Moringa is one of the latest super food crazes; here is what you should know. Every so often, it seems that there is another new superfood “discovered” that makes headlines for its purported health benefits. Often, these are foods that have existed and enjoyed by other cultures for centuries, only to finally have their moment in the media when it becomes apparent they are rich in nutrition.
The lates of these foods is moringa. Moringa is a fast-growing tree that is native to the Himalayan foothills. Today, it is cultivated in tropical and subtropical regions on multiple continents, including Africa, Oceania, the Caribbean, and Latin America.

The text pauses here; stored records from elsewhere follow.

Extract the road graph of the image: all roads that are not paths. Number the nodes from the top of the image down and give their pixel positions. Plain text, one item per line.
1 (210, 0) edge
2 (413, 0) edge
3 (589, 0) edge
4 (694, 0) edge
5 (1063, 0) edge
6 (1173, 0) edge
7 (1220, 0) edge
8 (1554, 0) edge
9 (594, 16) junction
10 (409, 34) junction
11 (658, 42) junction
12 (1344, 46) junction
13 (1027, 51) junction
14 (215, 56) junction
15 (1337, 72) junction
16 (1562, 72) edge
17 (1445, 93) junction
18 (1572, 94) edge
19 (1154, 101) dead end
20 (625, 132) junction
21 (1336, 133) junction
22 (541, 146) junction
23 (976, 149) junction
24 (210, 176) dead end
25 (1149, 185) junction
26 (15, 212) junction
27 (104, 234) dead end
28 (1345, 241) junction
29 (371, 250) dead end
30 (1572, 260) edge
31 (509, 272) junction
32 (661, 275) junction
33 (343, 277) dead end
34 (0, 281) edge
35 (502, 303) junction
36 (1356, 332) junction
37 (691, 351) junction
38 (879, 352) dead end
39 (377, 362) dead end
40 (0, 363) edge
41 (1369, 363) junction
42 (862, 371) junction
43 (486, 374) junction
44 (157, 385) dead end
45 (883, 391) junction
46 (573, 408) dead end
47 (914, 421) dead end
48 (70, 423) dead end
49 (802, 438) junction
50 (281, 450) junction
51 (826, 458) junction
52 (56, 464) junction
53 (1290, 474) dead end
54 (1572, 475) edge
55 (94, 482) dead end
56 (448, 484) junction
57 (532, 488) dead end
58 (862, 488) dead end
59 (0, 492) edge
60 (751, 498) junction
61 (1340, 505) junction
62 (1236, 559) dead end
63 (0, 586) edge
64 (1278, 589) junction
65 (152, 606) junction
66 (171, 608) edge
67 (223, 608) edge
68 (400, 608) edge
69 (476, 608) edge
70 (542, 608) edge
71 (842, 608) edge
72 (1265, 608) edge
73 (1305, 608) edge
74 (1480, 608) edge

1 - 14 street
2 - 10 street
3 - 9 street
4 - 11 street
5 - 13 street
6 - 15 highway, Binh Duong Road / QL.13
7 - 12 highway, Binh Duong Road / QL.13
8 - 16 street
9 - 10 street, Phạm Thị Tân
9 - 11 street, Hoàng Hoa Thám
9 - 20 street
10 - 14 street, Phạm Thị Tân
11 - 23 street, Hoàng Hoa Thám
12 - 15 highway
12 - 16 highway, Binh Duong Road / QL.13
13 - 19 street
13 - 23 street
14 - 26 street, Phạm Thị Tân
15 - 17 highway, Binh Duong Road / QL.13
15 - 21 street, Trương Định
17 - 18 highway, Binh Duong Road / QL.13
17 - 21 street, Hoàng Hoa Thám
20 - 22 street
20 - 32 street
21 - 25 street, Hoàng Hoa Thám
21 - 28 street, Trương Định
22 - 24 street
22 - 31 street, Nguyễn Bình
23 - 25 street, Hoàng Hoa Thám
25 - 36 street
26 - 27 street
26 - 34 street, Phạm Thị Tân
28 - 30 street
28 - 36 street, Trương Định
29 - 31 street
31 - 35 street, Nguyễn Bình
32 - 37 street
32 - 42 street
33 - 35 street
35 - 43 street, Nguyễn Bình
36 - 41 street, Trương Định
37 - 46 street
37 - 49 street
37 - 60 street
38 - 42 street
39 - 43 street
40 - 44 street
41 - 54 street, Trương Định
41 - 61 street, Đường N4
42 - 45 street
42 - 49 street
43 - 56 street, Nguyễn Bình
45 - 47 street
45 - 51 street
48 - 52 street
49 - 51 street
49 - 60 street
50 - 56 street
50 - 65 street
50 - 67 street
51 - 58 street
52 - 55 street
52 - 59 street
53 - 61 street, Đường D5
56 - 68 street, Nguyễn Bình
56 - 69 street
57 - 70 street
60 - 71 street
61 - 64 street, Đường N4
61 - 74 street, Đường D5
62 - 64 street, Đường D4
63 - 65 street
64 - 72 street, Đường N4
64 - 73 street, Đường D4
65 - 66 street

It has been cultivated for millennia, and was used in ancient Ayurvedic cultures, as well as ancient Egyptian cultures.
The entire plant, from the leaves to the roots, is edible. Commonly, however, you will see moringa powder being sold in packets. Its seeds can be made into a type of tea too. If you frequent juice bars, you have likely seen moringa products on the menu.
Here is what we know about moringa:
- It is high in certain nutrients. Moringa is a good source of vitamin A, vitamin C, calcium, iron, magnesium, potassium, and zinc. All of these are vital nutrients that play critical roles in our body’s biochemistry.

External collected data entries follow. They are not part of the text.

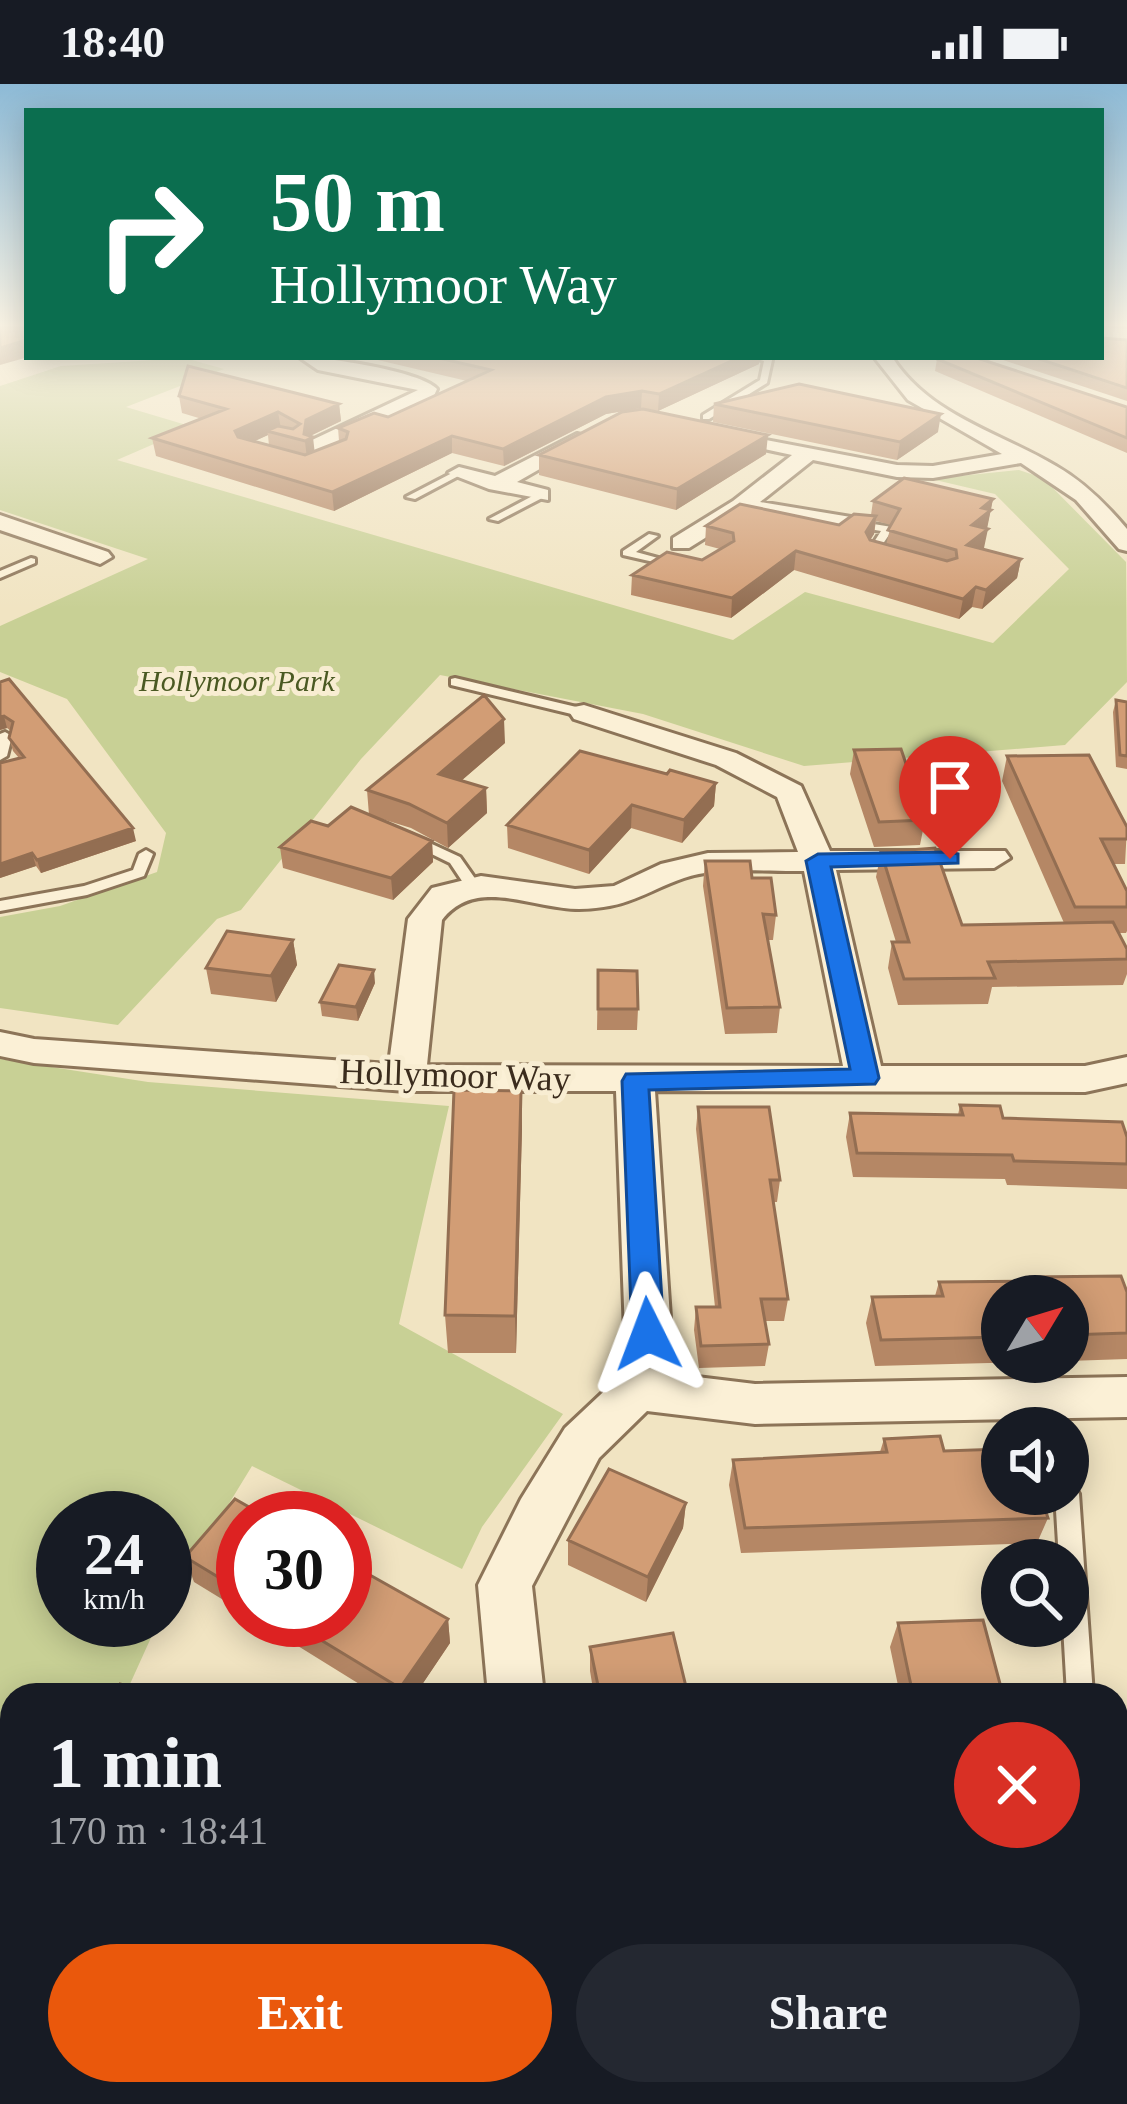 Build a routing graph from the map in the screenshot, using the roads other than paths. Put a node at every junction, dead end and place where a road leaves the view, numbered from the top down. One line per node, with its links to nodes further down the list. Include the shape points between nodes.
1 (373, 420): 6 (street)
2 (949, 420): 9 (street)
3 (678, 424): 8 (street)
4 (596, 432): 11 (street)
5 (293, 440): 6 (street)
6 (317, 446): 7 (street)
7 (341, 452)
8 (806, 455): 9 (street, via 897,472); 14 (street)
9 (1022, 457): 19 (street, via 1067,482)
10 (459, 473): 11 (street); 13 (lane)
11 (497, 484): 12 (street)
12 (540, 495): 15 (lane)
13 (411, 497)
14 (741, 506): 17 (street); 18 (street, via 694,555)
15 (494, 519)
16 (0, 522): 20 (street)
17 (855, 524): 22 (lane, via 888,529 872,553)
18 (653, 536)
19 (1127, 544)
20 (68, 545): 21 (street); 23 (street)
21 (100, 557)
22 (890, 558)
23 (31, 561): 24 (lane)
24 (0, 575)
25 (454, 682): 26 (lane)
26 (584, 713): 28 (street)
27 (5, 736): 29 (lane)
28 (673, 741): 30 (street); 34 (street, via 790,792)
29 (0, 756)
30 (643, 764)
31 (395, 833): 35 (lane, via 455,860)
32 (146, 854): 36 (lane, via 140,873)
33 (994, 858): 34 (street)
34 (818, 861): 35 (street, via 708,863 622,896); 40 (street)
35 (473, 887): 39 (street, via 444,895 425,919)
36 (0, 906)
37 (0, 1044): 39 (street, Hollymoor Way)
38 (1127, 1070): 40 (street, Hollymoor Way, via 1085,1079)
39 (406, 1078): 41 (street, Hollymoor Way)
40 (865, 1078): 41 (street, Hollymoor Way)
41 (635, 1081): 42 (street, via 648,1334)
42 (637, 1390): 45 (street, via 754,1404); 47 (street, via 583,1443 505,1585)
43 (1127, 1397): 44 (street)
44 (1082, 1407)
45 (981, 1413)
46 (1068, 1515): 48 (lane)
47 (515, 1683)
48 (1079, 1683)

- Moringa is high in anti-oxidants, which have known cellular-protective properties and assist in fighting inflammation.
- Moringa powder might have properties that assist in weight loss, but more research is needed.

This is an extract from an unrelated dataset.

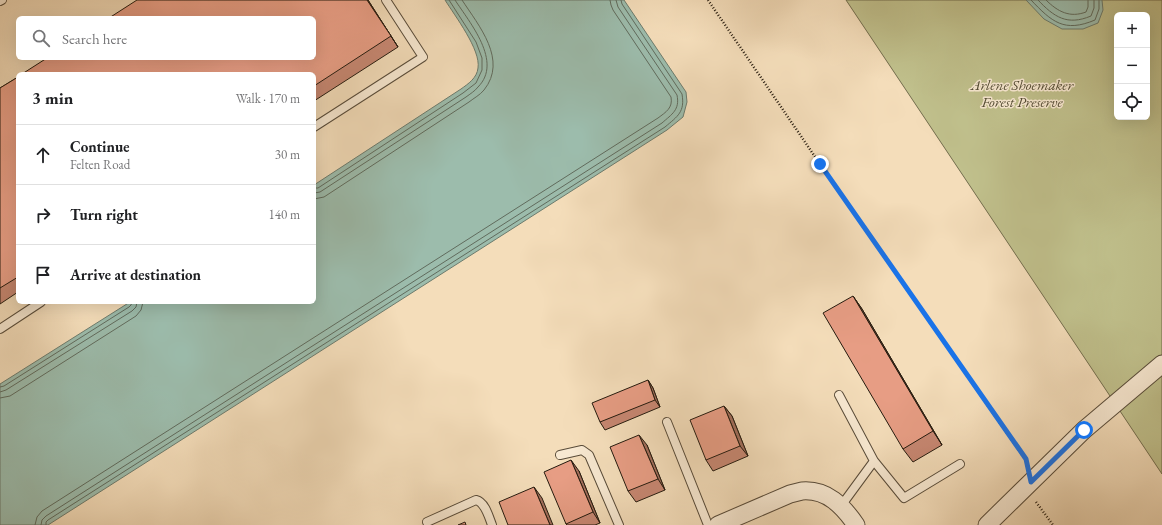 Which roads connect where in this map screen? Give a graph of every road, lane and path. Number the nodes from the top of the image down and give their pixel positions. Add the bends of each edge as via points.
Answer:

- Moringa is considered safe for most people, but if you are pregnant or nursing, or take drugs for blood sugar or blood pressure, you consult a doctor before incorporating moringa into your regimen.
So is this ingredient good for those on the Kaufmann Diet? The leaves and powder are an excellent source of nutrition and can likely safely be included in your Kaufmann Diet. Its great added into smoothies; its mild flavor will likely disappear when consumed in this way, but you will have the added benefits of the abundant nutrition therein. The leaves do features in some types of ethnic cooking and have been described as tasting similar to other leafy greens like arugula.
Like many other plant foods––virtually all of which are included on The Kaufman Diet––moringa is a good source of vitamin, minerals, anti-oxidants, and phytonutrients. Feel free to include it in your Kaufmann Diet.